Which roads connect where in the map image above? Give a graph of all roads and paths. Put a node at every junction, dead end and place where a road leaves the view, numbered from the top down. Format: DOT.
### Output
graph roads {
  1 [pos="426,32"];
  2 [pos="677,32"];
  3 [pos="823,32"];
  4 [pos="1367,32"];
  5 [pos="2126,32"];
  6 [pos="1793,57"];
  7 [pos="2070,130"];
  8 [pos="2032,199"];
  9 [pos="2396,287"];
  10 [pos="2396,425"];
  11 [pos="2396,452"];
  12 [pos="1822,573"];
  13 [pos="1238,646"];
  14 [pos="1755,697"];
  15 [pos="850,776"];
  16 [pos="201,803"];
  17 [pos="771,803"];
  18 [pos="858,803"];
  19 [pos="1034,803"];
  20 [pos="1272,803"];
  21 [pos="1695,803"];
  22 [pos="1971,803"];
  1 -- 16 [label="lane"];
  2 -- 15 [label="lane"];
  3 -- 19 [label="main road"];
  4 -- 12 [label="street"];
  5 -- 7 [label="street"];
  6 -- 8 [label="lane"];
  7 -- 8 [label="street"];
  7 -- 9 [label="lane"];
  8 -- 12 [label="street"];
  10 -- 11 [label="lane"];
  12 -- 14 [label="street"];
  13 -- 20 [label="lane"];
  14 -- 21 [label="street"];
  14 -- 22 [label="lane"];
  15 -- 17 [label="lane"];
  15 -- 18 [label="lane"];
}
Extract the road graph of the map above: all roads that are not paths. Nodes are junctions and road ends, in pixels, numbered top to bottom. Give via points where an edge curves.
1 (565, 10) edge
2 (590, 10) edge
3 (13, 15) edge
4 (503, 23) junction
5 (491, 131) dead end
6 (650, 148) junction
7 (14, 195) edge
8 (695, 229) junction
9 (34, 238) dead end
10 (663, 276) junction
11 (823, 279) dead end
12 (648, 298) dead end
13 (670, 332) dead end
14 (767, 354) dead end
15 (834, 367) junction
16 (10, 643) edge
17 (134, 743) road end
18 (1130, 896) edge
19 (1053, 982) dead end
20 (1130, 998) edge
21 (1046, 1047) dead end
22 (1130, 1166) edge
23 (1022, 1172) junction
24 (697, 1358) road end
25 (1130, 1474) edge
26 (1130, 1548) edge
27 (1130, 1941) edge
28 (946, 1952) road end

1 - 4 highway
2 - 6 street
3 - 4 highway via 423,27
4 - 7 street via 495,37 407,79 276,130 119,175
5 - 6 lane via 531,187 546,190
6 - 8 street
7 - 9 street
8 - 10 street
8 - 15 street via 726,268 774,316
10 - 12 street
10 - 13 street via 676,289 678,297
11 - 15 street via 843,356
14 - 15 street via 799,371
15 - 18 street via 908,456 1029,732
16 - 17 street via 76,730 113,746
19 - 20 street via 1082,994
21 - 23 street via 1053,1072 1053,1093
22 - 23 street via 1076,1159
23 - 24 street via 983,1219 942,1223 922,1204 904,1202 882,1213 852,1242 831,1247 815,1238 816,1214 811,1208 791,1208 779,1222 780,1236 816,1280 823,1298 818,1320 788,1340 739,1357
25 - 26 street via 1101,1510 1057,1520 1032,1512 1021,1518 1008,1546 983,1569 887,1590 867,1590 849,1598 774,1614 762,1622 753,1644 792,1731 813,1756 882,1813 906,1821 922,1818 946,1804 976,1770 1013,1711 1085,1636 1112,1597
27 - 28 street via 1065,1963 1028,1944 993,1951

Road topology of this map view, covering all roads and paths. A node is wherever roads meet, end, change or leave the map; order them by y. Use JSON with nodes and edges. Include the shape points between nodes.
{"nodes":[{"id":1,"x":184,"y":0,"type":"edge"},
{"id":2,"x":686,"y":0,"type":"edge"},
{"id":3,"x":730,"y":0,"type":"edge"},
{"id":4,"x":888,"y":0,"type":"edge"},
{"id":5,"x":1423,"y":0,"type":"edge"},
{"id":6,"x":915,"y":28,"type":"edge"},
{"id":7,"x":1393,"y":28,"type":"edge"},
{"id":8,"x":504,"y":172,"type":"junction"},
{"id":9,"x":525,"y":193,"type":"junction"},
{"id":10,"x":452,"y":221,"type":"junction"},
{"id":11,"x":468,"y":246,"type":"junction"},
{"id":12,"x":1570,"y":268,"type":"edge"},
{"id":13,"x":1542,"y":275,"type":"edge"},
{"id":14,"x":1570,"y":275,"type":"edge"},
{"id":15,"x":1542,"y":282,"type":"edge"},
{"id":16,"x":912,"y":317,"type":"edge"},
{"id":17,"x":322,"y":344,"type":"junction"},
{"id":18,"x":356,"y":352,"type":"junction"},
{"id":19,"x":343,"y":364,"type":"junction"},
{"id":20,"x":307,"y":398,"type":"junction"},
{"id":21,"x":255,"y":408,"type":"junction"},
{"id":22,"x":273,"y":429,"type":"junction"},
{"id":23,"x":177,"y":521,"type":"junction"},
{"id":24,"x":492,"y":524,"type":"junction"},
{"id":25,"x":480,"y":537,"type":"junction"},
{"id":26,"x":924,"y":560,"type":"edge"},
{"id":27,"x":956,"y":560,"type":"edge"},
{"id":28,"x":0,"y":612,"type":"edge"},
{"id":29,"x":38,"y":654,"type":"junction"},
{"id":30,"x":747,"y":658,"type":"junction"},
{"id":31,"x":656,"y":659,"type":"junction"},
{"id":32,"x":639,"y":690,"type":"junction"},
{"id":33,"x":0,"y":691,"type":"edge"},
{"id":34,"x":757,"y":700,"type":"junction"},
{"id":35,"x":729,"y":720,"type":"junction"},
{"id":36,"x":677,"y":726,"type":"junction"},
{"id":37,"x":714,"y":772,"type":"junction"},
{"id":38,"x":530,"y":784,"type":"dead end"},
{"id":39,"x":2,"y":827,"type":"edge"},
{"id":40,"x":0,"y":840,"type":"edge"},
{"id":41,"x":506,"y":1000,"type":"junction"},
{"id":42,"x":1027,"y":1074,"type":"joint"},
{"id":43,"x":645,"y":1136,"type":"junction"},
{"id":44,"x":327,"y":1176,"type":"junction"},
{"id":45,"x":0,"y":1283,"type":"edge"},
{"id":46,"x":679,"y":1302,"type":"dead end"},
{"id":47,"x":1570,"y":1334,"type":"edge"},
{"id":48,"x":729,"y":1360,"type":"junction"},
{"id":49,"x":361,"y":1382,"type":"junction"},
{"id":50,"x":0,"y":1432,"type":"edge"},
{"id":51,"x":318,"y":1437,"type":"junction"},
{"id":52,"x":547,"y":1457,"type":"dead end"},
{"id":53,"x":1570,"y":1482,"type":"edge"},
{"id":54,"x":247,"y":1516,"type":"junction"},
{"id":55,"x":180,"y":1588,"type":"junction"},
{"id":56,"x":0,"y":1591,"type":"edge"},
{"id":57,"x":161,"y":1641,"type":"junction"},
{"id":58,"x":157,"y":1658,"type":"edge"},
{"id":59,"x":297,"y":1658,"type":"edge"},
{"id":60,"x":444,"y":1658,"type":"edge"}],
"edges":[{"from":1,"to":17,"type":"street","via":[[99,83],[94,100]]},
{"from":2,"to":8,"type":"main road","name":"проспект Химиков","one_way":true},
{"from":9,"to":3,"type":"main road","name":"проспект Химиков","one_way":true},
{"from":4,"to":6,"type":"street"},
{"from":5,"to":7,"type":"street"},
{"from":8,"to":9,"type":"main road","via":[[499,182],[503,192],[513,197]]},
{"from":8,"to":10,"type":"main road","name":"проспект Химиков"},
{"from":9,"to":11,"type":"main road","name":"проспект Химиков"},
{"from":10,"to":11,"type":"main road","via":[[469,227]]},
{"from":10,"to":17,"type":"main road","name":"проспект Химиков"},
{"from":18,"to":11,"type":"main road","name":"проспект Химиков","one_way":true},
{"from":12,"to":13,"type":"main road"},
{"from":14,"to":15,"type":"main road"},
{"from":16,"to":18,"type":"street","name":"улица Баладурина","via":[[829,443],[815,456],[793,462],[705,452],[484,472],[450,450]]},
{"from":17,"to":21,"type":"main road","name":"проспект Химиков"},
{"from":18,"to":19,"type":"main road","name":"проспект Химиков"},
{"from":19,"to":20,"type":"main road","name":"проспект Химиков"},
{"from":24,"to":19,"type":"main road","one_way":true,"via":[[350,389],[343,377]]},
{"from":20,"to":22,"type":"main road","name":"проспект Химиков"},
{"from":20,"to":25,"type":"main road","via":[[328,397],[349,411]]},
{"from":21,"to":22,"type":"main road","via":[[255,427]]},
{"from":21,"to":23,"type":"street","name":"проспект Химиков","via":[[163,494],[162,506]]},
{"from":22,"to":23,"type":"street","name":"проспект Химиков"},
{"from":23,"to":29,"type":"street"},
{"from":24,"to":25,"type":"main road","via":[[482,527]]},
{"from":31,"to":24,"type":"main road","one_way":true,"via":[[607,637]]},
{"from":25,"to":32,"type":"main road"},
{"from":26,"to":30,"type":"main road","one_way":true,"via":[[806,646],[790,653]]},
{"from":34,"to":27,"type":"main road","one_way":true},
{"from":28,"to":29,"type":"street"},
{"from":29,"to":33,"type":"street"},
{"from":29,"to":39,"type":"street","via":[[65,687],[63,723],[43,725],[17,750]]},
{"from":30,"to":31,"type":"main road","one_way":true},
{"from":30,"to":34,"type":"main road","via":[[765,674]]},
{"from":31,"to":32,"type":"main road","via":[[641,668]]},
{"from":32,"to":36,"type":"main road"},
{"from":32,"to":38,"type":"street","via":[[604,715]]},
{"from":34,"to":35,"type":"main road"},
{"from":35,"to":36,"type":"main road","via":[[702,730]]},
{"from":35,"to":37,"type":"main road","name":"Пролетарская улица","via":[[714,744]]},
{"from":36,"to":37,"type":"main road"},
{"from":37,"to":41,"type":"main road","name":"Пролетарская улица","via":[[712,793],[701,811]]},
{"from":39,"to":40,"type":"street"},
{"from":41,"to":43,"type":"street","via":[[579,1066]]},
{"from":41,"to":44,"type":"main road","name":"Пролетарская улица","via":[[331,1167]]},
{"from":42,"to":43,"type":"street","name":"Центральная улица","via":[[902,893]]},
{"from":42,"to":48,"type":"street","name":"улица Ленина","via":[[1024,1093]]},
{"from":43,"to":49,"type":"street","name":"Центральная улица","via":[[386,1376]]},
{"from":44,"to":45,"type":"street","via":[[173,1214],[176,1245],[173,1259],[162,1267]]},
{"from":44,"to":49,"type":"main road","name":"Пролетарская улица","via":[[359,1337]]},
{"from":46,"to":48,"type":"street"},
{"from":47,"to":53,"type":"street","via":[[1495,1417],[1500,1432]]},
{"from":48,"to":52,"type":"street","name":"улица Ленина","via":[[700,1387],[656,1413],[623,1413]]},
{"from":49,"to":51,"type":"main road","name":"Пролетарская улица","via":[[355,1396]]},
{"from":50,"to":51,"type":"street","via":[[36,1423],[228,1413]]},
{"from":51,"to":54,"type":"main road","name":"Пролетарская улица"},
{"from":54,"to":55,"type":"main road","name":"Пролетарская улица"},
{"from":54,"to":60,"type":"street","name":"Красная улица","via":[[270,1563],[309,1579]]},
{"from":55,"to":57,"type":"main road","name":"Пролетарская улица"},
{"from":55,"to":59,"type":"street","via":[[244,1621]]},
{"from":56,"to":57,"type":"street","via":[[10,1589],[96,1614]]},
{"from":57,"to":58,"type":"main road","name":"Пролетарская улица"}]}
= = = = = = =
*Aim of the exercise*
Looking at the data above, count each line that holds the word "Ленина" and report the count alone.

*Exercise response*
2